*TASK DIRECTIONS:*
How many lines of these entries hold the string "MONTE"? Reply with the number alone.

*SOURCE RECORDS:*
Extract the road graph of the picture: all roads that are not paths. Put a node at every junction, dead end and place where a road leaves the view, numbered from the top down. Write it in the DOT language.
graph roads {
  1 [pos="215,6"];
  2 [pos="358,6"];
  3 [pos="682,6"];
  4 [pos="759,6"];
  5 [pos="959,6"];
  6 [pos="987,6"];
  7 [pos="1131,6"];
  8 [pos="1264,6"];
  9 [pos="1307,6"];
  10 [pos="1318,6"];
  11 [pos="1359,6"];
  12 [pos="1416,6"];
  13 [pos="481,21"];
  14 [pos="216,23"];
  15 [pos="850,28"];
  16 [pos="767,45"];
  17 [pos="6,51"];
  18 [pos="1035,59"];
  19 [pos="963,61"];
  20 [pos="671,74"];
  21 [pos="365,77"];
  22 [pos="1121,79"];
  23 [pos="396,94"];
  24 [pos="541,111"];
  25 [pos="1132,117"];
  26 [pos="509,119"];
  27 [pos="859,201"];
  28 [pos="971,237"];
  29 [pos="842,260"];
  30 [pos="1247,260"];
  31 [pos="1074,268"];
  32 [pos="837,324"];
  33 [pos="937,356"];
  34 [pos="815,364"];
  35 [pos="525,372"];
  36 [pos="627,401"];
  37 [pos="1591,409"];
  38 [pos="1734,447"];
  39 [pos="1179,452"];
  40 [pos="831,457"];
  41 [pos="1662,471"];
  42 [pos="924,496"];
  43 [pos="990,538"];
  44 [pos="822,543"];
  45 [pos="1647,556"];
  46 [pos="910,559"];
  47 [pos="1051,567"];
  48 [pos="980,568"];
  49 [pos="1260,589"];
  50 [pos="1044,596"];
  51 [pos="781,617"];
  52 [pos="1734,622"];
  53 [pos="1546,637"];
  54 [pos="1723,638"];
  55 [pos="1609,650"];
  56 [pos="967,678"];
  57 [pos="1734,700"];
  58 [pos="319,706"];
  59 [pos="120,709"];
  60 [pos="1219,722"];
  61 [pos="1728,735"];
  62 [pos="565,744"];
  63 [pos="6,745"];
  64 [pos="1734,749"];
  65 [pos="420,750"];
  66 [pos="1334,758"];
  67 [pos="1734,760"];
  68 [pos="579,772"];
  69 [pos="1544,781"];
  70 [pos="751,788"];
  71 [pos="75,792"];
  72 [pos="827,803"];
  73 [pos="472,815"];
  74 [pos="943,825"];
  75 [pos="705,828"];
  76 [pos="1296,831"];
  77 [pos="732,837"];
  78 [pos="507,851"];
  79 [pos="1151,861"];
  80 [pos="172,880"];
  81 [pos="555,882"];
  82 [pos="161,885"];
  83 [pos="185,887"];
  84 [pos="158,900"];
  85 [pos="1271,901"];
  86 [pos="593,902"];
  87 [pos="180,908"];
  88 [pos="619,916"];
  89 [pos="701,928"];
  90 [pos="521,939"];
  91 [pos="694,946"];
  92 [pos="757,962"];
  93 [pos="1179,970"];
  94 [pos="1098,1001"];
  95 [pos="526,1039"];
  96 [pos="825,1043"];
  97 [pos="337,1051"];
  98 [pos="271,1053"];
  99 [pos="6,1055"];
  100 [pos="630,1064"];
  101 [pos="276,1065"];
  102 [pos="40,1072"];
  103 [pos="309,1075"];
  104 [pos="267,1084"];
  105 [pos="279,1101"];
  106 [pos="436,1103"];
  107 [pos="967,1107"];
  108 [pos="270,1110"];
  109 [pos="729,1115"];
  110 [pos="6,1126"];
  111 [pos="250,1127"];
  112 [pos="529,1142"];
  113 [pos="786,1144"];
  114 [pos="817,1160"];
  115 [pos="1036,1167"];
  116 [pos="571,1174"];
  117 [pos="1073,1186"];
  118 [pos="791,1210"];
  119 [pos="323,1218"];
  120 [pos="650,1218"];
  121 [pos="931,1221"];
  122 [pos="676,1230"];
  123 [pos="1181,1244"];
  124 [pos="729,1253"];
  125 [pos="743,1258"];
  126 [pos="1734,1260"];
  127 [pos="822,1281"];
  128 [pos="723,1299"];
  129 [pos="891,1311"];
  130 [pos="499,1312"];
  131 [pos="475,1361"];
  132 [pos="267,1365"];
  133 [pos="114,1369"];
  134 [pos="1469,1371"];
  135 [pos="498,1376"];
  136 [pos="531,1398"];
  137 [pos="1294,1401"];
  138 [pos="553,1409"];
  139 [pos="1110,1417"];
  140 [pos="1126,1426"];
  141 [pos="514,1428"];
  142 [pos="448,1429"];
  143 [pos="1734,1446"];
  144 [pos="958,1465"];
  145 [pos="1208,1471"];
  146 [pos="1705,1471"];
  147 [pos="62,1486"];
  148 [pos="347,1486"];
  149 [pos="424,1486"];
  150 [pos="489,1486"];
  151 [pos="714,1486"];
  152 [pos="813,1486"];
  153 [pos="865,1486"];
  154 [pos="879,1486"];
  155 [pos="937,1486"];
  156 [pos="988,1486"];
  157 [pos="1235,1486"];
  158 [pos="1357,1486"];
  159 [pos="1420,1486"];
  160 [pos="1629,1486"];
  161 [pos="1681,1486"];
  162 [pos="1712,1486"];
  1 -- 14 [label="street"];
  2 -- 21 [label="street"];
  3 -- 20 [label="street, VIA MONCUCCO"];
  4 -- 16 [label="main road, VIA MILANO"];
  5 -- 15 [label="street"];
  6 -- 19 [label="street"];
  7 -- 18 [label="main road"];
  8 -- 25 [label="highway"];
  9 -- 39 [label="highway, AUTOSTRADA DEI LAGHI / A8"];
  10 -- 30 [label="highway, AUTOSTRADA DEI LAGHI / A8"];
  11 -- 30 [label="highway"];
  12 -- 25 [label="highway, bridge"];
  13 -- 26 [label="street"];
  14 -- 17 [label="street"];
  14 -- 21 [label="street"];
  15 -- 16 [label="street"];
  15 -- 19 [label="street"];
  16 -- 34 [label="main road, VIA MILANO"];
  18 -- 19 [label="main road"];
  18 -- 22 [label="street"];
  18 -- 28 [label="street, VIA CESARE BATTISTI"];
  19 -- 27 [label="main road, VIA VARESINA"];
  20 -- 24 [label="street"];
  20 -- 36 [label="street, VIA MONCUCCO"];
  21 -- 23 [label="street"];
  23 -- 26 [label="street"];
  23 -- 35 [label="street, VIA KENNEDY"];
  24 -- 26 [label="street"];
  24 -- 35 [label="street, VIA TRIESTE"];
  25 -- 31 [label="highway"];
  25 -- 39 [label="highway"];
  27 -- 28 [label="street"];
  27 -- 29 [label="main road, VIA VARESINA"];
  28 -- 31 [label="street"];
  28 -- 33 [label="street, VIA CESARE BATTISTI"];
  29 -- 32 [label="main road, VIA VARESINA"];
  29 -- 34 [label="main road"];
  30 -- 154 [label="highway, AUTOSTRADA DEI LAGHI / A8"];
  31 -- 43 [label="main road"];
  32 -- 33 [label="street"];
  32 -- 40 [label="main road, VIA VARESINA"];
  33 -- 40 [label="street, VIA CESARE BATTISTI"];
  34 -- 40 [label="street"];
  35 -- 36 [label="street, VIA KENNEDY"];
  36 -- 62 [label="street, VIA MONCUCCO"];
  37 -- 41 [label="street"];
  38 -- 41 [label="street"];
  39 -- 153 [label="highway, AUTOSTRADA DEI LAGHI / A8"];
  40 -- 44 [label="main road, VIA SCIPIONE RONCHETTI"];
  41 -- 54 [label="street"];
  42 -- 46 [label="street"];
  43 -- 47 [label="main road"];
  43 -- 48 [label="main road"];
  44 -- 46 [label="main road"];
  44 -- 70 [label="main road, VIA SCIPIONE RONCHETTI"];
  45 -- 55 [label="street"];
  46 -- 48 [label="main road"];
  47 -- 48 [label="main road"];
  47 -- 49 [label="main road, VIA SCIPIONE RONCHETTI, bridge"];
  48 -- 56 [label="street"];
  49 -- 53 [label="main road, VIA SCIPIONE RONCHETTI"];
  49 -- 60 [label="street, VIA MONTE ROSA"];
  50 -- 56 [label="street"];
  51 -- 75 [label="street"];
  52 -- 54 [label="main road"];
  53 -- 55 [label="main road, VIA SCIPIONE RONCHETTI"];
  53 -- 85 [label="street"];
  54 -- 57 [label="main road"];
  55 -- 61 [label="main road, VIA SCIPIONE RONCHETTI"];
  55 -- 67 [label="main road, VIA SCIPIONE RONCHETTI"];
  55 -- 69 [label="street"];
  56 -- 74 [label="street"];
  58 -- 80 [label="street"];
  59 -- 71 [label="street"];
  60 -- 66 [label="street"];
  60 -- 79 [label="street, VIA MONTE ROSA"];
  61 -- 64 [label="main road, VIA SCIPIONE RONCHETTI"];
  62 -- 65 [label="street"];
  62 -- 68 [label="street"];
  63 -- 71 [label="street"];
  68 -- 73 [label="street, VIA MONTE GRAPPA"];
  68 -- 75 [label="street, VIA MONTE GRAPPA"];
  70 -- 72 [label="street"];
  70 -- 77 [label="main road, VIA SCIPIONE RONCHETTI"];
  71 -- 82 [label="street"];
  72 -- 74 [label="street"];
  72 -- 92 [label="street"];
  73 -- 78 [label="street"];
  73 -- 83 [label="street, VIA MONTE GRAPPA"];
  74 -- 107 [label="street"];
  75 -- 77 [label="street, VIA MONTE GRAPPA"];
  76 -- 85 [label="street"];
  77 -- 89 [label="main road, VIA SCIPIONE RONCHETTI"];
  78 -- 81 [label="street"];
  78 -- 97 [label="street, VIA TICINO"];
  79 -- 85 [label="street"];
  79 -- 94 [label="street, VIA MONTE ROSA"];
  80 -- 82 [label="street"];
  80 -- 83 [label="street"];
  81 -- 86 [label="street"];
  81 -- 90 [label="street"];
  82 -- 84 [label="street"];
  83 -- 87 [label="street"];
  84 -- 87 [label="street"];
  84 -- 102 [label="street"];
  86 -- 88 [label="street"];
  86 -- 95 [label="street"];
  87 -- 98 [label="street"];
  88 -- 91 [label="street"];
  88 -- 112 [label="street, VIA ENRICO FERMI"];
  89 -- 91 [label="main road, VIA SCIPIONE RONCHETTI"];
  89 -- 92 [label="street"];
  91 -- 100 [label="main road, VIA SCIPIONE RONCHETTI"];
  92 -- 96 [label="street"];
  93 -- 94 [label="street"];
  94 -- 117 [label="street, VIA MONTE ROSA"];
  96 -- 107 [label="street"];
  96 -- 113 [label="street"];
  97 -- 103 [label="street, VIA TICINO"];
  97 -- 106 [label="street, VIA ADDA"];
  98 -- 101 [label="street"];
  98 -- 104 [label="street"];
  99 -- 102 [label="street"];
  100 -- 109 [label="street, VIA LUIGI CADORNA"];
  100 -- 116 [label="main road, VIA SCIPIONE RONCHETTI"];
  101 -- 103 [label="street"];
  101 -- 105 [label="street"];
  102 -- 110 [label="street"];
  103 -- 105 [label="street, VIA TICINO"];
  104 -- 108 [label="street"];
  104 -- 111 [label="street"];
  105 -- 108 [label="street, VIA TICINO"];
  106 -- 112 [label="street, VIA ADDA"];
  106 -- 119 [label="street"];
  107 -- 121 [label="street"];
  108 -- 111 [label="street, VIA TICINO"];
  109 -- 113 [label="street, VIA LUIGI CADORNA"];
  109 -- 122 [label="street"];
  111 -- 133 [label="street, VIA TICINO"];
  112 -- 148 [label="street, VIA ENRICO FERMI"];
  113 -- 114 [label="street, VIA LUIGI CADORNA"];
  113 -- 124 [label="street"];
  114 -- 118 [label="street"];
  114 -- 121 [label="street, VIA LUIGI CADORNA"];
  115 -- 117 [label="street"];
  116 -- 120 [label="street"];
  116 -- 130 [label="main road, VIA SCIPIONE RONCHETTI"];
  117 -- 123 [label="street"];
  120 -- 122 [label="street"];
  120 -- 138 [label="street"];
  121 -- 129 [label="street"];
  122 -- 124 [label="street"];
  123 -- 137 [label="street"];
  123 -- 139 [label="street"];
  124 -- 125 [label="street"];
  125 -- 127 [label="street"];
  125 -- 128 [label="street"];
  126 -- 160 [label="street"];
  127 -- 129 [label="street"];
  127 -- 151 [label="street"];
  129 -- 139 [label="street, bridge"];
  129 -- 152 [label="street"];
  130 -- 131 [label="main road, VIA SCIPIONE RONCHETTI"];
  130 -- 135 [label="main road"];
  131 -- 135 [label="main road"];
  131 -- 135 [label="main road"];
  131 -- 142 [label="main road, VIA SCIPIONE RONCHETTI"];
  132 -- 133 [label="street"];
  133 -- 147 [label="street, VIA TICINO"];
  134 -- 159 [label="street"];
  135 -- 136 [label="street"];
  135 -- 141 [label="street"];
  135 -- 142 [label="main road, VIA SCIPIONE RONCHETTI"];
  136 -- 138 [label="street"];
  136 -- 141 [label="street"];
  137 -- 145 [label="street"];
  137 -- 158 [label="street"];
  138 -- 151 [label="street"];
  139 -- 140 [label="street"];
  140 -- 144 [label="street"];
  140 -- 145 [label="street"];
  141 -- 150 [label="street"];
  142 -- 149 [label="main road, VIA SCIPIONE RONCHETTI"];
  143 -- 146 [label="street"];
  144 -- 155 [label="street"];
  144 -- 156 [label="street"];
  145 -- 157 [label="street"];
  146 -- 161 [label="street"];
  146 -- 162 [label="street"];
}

*EXPECTED OUTPUT:*
8